[DESCRIPTION OF THE TASK] Searching the material below, find each line that includes the word "than", and copy it.
(DATA begins)
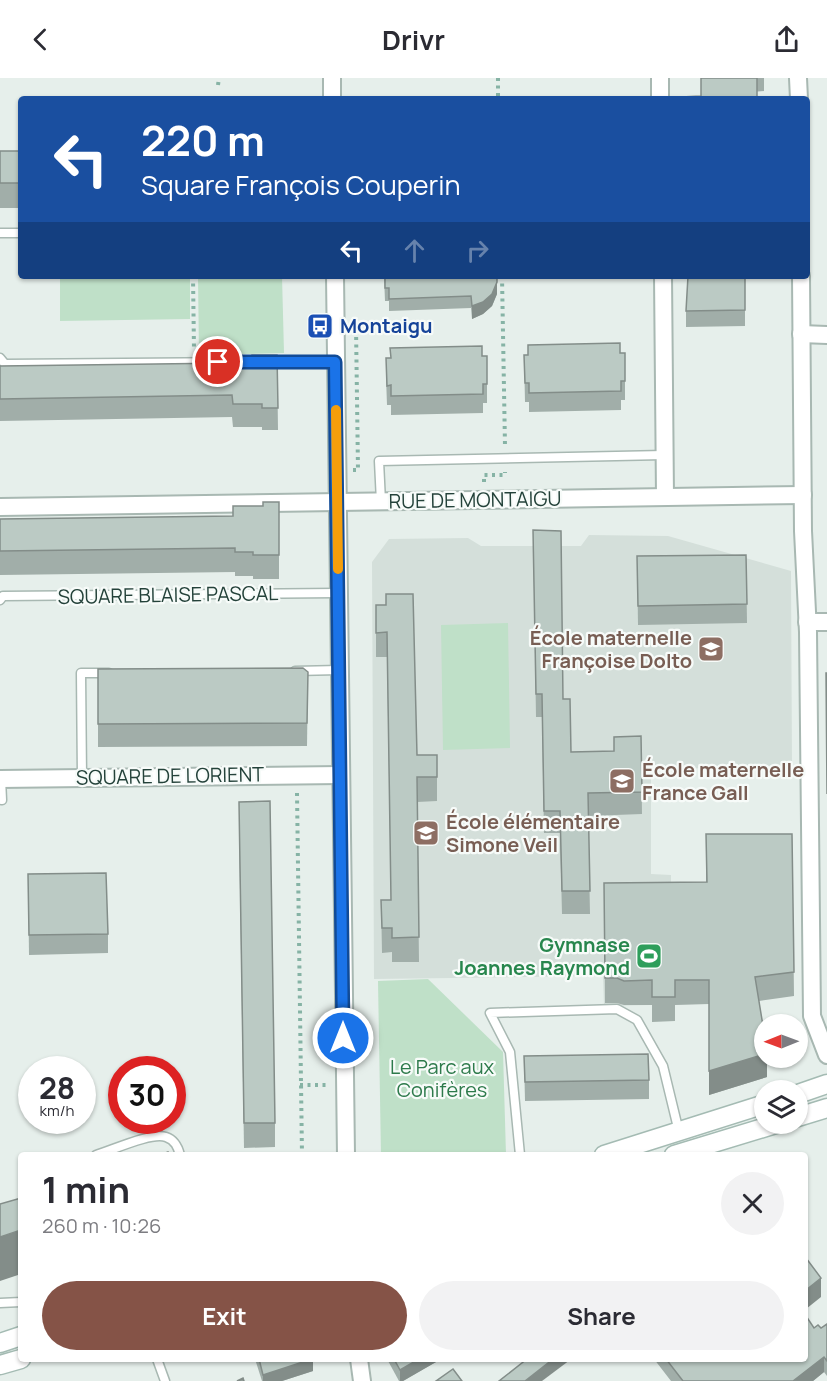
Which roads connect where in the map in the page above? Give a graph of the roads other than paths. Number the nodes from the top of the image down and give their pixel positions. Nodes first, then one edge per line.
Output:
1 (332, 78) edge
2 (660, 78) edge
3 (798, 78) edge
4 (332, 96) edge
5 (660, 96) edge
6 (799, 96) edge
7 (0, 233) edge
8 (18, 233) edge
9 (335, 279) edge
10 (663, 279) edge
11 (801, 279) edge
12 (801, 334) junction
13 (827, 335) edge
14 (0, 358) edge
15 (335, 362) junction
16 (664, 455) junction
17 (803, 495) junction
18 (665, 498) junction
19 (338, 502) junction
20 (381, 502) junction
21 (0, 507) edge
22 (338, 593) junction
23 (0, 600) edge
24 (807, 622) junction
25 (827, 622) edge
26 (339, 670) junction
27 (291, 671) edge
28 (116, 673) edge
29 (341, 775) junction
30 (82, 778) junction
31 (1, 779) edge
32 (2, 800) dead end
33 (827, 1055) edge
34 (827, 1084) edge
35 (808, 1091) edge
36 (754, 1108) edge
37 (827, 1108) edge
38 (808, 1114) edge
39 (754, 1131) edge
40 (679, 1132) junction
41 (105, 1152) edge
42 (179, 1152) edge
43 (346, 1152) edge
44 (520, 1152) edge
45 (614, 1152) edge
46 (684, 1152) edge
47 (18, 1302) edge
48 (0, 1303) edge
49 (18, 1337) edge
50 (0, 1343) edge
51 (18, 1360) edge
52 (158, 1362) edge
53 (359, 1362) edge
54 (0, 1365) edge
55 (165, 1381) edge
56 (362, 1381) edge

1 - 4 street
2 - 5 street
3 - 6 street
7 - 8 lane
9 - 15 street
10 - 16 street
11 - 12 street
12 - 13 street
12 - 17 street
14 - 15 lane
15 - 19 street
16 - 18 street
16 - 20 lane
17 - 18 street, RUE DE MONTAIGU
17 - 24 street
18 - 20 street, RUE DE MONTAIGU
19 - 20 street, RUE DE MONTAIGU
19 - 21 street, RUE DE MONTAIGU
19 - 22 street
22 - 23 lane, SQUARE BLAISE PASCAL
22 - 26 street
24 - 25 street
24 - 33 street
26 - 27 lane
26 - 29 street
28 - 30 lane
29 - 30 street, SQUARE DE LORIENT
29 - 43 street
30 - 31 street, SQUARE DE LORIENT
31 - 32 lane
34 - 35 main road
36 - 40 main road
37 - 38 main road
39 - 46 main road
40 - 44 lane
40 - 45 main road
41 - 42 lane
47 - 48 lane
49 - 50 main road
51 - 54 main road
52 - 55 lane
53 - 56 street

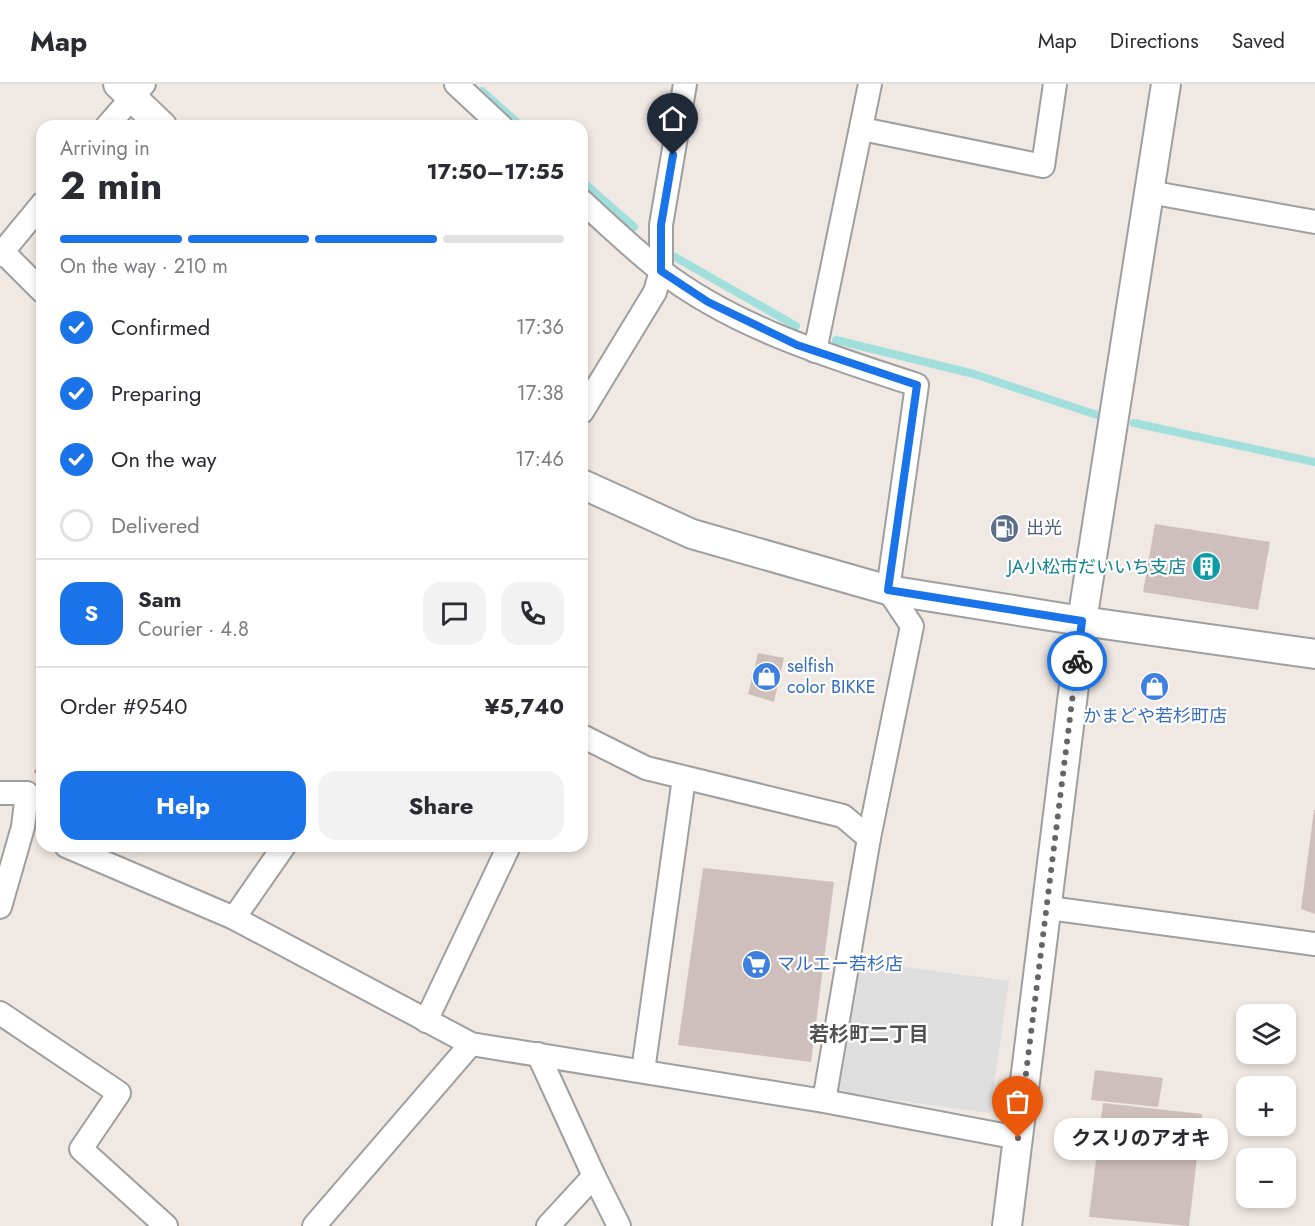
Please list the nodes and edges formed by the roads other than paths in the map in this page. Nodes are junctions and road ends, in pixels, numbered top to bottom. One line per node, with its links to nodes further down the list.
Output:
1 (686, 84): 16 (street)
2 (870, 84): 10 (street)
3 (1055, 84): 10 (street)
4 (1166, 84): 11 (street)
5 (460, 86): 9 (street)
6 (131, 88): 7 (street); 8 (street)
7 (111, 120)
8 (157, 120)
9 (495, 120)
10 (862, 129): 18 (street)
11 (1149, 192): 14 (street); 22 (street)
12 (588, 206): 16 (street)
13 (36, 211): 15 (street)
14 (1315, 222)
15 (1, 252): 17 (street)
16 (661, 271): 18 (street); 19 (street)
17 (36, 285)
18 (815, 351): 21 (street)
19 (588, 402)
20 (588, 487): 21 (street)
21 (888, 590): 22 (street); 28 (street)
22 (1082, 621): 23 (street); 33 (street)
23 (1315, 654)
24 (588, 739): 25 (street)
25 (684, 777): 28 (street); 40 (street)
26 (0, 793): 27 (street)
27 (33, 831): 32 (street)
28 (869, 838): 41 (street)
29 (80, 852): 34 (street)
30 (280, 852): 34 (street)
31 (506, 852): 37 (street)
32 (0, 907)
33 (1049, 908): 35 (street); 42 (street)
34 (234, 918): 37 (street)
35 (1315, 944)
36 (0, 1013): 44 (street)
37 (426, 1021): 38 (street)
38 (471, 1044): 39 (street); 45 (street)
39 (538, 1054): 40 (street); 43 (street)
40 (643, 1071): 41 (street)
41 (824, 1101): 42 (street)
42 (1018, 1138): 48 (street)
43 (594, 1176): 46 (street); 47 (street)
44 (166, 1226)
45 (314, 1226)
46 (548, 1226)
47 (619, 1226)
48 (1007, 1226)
(DATA ends)
[ANSWER SPACE]
Which roads connect where in the map in the page above? Give a graph of the roads other than paths. Number the nodes from the top of the image down and give their pixel positions. Nodes first, then one edge per line.
Please list the nodes and edges formed by the roads other than paths in the map in this page. Nodes are junctions and road ends, in pixels, numbered top to bottom. One line per node, with its links to nodes further down the list.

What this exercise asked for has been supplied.